EXERCISE INSTRUCTIONS
Set down word for word the lines that begin the entries and run through the line containing "Which roads connect where in the". Give nothing further.

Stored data
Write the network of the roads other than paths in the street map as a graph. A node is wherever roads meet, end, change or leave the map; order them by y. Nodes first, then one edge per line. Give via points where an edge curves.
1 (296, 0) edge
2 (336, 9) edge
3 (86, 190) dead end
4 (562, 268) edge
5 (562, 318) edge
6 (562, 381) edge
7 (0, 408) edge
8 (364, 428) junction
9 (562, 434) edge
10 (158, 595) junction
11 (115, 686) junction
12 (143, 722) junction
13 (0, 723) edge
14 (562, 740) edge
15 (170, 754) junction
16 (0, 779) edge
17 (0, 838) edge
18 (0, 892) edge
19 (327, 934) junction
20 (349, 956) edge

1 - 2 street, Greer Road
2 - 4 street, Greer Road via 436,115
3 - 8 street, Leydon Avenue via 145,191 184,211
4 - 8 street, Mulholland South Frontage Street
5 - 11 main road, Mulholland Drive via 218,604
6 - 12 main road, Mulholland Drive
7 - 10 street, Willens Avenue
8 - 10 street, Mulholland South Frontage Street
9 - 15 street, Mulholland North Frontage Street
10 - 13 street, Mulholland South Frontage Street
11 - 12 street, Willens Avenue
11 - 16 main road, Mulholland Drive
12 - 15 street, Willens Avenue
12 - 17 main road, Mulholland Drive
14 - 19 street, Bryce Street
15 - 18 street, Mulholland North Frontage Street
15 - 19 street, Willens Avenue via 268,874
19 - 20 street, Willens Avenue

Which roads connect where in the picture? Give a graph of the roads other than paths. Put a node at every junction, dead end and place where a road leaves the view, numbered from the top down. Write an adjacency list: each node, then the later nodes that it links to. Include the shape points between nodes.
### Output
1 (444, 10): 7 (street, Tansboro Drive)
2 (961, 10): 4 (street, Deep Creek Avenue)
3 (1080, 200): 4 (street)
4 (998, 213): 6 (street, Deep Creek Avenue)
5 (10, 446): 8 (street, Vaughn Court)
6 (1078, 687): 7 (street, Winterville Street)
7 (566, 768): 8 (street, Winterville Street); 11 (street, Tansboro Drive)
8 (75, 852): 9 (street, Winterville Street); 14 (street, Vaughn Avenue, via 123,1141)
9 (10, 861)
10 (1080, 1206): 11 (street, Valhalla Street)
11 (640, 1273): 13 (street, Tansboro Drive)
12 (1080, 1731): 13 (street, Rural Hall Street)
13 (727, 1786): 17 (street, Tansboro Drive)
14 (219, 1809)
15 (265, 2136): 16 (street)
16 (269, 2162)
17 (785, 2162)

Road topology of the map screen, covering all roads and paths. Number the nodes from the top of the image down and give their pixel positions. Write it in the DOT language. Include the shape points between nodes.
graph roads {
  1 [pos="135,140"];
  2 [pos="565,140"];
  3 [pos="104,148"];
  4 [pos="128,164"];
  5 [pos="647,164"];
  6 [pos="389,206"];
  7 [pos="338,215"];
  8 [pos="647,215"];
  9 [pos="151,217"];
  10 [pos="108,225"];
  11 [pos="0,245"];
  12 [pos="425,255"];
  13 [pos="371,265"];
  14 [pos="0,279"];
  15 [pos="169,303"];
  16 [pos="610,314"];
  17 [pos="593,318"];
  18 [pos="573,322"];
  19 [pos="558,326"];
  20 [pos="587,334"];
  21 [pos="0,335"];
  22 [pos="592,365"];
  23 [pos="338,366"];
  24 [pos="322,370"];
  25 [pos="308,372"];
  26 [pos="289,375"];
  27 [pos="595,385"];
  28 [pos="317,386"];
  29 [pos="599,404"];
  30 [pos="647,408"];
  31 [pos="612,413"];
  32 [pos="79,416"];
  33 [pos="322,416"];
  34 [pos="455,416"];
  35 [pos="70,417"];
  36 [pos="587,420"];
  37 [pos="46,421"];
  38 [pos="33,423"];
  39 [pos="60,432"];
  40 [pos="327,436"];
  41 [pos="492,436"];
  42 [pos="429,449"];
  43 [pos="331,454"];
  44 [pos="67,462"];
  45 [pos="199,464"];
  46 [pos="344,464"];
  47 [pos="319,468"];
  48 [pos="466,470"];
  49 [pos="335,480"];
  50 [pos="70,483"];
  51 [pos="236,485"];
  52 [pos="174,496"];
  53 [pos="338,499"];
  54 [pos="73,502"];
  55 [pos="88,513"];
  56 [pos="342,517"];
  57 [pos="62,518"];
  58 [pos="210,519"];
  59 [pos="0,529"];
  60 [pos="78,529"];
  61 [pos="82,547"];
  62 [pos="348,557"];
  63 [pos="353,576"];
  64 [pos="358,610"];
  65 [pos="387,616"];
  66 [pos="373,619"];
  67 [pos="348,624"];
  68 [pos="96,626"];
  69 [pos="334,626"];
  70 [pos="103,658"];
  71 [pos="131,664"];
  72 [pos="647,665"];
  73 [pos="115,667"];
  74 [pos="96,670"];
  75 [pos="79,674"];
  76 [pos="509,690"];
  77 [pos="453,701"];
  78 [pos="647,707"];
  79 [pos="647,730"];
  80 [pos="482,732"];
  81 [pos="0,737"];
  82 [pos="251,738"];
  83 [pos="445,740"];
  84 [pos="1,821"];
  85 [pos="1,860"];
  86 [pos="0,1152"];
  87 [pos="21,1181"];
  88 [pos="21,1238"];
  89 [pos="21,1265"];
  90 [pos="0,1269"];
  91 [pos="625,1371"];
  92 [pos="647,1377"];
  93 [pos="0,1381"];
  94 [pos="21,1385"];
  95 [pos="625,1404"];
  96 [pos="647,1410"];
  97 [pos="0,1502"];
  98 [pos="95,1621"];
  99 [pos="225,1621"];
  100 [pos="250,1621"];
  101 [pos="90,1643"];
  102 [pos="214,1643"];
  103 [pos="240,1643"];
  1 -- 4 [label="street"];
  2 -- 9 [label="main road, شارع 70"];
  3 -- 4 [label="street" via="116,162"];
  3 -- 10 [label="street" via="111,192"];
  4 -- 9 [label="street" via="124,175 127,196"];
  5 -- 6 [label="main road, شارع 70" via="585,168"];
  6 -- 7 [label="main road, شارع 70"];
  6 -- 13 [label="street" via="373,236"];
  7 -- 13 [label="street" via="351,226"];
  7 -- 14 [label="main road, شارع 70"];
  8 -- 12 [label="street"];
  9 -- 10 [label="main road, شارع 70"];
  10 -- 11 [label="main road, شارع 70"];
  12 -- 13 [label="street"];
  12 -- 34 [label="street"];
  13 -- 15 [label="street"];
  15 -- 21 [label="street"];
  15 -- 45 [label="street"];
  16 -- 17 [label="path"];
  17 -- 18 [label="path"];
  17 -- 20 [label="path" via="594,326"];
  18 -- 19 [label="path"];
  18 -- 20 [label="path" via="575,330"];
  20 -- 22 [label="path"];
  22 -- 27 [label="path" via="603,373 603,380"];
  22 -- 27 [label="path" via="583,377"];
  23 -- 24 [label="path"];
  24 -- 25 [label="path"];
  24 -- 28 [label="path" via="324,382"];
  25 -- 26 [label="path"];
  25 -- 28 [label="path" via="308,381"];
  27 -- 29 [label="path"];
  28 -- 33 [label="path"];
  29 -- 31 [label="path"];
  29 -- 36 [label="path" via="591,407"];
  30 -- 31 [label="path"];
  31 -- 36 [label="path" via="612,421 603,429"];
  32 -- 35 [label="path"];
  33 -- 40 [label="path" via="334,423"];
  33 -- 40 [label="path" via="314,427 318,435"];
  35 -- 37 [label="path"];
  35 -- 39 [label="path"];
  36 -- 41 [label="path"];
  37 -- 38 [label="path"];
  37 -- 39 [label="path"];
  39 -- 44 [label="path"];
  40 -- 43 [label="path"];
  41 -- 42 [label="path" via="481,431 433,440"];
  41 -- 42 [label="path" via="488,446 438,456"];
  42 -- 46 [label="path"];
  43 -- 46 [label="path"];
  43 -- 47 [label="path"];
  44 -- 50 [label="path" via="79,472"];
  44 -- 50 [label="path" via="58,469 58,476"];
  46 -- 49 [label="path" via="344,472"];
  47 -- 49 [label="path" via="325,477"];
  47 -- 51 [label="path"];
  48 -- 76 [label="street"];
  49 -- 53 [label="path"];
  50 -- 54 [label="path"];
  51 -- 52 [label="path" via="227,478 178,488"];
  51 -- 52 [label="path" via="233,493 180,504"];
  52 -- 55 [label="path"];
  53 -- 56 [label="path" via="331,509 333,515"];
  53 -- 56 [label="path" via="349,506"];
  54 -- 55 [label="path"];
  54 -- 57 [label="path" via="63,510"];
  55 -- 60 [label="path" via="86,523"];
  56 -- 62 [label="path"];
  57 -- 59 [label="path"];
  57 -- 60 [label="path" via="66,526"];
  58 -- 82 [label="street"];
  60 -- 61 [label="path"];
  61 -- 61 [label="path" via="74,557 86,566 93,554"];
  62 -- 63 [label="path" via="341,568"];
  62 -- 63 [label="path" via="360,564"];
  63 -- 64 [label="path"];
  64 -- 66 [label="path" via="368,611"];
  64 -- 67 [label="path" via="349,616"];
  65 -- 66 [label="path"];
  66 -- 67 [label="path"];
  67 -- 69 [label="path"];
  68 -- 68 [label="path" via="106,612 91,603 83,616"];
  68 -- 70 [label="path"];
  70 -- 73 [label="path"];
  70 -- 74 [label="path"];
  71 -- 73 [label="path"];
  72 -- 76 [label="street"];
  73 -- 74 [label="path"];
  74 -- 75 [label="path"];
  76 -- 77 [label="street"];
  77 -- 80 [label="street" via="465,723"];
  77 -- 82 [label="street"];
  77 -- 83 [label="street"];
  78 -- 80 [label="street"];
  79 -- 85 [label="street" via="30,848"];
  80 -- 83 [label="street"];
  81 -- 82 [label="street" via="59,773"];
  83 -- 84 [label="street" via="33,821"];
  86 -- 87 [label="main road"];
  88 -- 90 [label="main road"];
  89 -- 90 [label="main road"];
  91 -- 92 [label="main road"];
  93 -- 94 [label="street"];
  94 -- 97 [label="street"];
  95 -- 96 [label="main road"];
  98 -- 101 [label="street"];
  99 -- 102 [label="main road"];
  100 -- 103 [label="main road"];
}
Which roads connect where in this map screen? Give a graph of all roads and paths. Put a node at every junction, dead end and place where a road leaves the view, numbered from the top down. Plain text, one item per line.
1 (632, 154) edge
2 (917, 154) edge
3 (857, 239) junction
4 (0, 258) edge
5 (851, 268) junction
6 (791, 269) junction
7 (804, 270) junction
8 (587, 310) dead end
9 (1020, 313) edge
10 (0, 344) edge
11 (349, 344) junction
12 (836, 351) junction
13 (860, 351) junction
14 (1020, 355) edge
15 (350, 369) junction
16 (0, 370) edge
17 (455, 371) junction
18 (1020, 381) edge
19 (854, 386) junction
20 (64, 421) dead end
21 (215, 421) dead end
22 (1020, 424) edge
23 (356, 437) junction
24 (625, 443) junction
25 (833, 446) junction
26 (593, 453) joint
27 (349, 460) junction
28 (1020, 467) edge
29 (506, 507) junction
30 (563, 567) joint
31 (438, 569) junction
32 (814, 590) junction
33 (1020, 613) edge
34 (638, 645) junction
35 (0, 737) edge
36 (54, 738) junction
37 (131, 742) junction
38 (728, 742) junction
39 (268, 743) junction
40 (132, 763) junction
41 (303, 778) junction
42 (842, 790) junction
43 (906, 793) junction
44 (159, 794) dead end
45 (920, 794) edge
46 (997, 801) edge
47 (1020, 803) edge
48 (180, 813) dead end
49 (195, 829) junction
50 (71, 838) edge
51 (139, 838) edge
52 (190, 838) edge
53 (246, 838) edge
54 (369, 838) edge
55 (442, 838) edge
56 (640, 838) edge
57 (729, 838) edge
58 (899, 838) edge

RESULT FOR THIS EXERCISE
Write the network of the roads other than paths in the street map as a graph. A node is wherever roads meet, end, change or leave the map; order them by y. Nodes first, then one edge per line. Give via points where an edge curves.
1 (296, 0) edge
2 (336, 9) edge
3 (86, 190) dead end
4 (562, 268) edge
5 (562, 318) edge
6 (562, 381) edge
7 (0, 408) edge
8 (364, 428) junction
9 (562, 434) edge
10 (158, 595) junction
11 (115, 686) junction
12 (143, 722) junction
13 (0, 723) edge
14 (562, 740) edge
15 (170, 754) junction
16 (0, 779) edge
17 (0, 838) edge
18 (0, 892) edge
19 (327, 934) junction
20 (349, 956) edge

1 - 2 street, Greer Road
2 - 4 street, Greer Road via 436,115
3 - 8 street, Leydon Avenue via 145,191 184,211
4 - 8 street, Mulholland South Frontage Street
5 - 11 main road, Mulholland Drive via 218,604
6 - 12 main road, Mulholland Drive
7 - 10 street, Willens Avenue
8 - 10 street, Mulholland South Frontage Street
9 - 15 street, Mulholland North Frontage Street
10 - 13 street, Mulholland South Frontage Street
11 - 12 street, Willens Avenue
11 - 16 main road, Mulholland Drive
12 - 15 street, Willens Avenue
12 - 17 main road, Mulholland Drive
14 - 19 street, Bryce Street
15 - 18 street, Mulholland North Frontage Street
15 - 19 street, Willens Avenue via 268,874
19 - 20 street, Willens Avenue

Which roads connect where in the picture? Give a graph of the roads other than paths. Put a node at every junction, dead end and place where a road leaves the view, numbered from the top down. Write an adjacency list: each node, then the later nodes that it links to. Include the shape points between nodes.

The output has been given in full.